O anúncio da sanção contra Viotti acontece cerca de dez dias depois de o Itamaraty negar o visto a funcionários americanos que viriam ao país questionar as eleições.

Em conversa com jornalistas, o porta-voz disse que a revogação será cancelada se o Brasil conceder aval para que o representante indicado pelos EUA, Daniel Perez, assuma suas funções como novo embaixador em Brasília —um procedimento conhecido no jargão diplomático como agrément.

Segundo o Departamento de Estado apesar das tentativas de Washington, Brasília continuou adiando e dificultando o processo. Dessa forma, a revogação do visto seria uma medida de reciprocidade.

A diplomata brasileira ainda não será expulsa dos EUA, contudo.

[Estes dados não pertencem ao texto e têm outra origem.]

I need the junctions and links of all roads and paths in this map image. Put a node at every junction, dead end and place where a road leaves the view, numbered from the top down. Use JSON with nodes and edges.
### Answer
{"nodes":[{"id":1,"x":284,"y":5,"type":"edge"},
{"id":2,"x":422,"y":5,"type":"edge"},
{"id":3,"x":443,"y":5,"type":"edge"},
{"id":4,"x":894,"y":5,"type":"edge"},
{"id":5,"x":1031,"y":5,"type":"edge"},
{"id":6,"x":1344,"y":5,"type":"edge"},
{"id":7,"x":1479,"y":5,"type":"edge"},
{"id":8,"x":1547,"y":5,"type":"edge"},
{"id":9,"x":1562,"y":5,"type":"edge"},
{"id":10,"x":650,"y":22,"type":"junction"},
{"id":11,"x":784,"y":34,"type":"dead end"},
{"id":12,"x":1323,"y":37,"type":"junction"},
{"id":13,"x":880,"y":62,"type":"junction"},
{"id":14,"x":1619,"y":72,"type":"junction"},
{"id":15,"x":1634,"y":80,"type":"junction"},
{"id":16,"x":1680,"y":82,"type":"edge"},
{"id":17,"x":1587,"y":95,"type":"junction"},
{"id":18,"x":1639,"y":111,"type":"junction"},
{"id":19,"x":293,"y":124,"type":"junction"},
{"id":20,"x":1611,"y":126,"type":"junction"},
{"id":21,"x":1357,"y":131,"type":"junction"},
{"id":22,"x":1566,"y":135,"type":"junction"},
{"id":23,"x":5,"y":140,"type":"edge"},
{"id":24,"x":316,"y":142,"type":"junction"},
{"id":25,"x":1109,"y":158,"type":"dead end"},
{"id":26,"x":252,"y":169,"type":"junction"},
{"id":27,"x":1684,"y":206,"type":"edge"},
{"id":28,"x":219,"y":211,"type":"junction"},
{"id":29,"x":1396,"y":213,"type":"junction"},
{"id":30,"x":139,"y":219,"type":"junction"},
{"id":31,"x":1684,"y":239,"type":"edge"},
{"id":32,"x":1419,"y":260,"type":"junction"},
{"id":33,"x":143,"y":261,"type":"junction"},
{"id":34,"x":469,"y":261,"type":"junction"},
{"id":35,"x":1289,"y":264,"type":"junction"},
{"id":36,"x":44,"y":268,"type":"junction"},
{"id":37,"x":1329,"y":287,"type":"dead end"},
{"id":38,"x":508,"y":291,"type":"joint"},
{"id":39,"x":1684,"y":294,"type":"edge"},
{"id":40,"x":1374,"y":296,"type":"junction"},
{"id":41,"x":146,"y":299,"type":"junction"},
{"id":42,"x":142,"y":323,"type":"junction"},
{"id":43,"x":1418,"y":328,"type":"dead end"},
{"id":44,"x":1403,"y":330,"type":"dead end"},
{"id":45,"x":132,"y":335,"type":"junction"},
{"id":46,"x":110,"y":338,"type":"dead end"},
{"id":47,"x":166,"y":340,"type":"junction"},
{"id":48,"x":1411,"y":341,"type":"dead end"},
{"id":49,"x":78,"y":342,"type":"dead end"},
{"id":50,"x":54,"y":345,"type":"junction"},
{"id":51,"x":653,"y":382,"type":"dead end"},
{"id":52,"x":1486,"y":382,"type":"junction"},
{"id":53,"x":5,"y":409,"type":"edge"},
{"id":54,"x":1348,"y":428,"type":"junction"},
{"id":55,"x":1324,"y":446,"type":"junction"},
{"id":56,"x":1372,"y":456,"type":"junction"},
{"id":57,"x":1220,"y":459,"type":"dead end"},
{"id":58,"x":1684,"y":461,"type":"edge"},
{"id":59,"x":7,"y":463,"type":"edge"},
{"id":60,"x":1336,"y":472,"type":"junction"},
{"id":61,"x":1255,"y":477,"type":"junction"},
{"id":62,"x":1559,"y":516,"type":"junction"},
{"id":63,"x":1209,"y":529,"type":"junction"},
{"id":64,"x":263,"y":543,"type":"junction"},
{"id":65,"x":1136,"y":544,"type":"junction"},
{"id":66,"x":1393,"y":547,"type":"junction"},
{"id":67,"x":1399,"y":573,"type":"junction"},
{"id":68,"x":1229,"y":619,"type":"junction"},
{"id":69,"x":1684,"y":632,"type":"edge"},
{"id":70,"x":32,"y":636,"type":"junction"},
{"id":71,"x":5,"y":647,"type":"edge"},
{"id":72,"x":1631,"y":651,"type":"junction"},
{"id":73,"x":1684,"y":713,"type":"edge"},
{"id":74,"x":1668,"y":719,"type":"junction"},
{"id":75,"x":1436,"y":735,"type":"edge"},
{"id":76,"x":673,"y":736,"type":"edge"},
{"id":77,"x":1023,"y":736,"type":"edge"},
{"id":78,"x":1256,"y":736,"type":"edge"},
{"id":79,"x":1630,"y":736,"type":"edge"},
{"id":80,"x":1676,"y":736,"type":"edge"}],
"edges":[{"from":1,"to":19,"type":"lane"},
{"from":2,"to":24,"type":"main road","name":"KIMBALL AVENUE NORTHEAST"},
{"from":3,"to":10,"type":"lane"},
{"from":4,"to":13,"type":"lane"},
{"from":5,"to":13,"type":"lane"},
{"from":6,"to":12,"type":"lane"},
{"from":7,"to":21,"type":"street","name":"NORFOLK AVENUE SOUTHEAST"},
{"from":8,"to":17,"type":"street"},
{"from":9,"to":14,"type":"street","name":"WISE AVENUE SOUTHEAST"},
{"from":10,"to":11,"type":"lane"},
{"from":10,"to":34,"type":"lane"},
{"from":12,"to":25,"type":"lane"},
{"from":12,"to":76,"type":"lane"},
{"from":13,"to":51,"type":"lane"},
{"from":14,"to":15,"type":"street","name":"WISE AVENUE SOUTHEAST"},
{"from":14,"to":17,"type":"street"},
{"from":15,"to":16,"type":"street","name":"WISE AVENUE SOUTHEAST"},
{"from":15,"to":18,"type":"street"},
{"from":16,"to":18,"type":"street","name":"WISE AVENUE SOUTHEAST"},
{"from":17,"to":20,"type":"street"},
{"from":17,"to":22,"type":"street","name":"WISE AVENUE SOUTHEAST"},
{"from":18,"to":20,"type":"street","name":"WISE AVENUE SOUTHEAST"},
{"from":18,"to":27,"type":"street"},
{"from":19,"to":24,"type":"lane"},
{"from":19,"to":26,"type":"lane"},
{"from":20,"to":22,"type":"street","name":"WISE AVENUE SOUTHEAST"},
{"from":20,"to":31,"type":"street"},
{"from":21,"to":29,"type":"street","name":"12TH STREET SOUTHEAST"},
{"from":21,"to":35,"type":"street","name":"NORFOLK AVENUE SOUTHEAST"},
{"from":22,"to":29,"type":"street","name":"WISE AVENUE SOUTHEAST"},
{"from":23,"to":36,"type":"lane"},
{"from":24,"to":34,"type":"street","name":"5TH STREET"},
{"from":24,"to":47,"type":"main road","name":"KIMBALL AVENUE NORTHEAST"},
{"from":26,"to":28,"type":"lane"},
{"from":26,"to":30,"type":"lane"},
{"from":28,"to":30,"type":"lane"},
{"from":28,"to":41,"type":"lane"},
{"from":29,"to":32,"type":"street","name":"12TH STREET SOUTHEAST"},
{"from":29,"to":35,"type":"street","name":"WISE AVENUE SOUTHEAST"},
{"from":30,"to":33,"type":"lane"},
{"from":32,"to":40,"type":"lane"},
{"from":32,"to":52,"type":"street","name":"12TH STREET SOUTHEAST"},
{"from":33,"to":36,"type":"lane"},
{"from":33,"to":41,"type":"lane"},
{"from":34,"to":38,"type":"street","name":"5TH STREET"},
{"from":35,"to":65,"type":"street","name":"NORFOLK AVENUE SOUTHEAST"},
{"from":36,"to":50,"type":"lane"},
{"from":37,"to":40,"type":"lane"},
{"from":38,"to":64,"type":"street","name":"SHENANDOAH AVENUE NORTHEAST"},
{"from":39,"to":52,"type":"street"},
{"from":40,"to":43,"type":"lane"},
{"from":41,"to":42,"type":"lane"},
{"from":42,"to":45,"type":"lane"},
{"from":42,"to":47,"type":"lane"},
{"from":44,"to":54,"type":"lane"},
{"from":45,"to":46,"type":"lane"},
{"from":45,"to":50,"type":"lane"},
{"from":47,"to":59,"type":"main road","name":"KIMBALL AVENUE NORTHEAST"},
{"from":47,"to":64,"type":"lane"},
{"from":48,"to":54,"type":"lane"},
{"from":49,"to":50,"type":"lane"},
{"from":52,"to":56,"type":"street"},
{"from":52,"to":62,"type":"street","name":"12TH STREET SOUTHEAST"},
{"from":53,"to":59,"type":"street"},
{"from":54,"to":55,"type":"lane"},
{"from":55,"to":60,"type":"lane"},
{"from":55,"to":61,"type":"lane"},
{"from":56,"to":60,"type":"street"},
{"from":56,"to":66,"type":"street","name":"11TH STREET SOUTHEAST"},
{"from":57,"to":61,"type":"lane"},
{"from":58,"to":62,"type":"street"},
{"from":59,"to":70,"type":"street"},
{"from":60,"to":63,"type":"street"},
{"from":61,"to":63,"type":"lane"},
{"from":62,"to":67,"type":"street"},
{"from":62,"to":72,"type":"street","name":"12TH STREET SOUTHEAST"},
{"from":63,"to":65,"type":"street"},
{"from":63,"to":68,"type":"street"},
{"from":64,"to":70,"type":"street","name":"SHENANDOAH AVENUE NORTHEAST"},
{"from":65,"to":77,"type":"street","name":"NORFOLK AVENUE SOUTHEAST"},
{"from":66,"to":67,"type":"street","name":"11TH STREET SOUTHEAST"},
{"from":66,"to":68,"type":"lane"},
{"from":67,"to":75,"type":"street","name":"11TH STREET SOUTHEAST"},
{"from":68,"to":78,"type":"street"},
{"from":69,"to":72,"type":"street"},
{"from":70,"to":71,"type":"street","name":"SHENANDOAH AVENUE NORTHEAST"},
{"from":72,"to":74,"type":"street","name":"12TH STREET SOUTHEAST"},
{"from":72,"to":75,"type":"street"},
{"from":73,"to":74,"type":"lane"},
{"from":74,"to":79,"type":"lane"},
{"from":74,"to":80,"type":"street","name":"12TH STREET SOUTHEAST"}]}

Caso Viotti deixe os Estados Unidos, terá de solicitar um novo visto para retornar ao país, esclareceu o porta-voz —que, ao mesmo tempo, disse que novas medidas não estão descartadas caso o governo Lula não aceita a indicação de Perez, insinuando que Viotti ainda pode ser forçada a sair.

Ademais, o nome escolhido por Trump ainda não foi aprovado pelo Senado dos EUA. No último dia 22, um comitê da Casa deu o aval para que a escolha de Perez vá ao plenário, mas isso ainda não ocorreu —e, no próximo dia 10, o Legislativo americano entra em recesso até o dia 14 de setembro.

O porta-voz do Departamento de Estado reiterou ainda que cabe ao presidente Donald Trump decidir quem representará os interesses dos Estados Unidos no exterior e afirmou que o republicano está formando uma equipe diplomática alinhada à política America First (“América em Primeiro Lugar”, em tradução livre), principal lema de sua política externa.

Por fim, afirmou que os Estados Unidos rejeitam qualquer tentativa de países estrangeiros de interferir em nossos processos internos, embora a concessão de agrément seja praxe na diplomacia mundial e praticada também por Washington.

Embora tenham se passado mais de 30 dias desde a solicitação do agrément de Perez ao Brasil, o processo de sua nomeação se arrasta por mais tempo: são mais de dois meses desde que Trump anunciou seu nome, medida tomada antes mesmo de consulta ao governo brasileiro —o que também é incomum na diplomacia.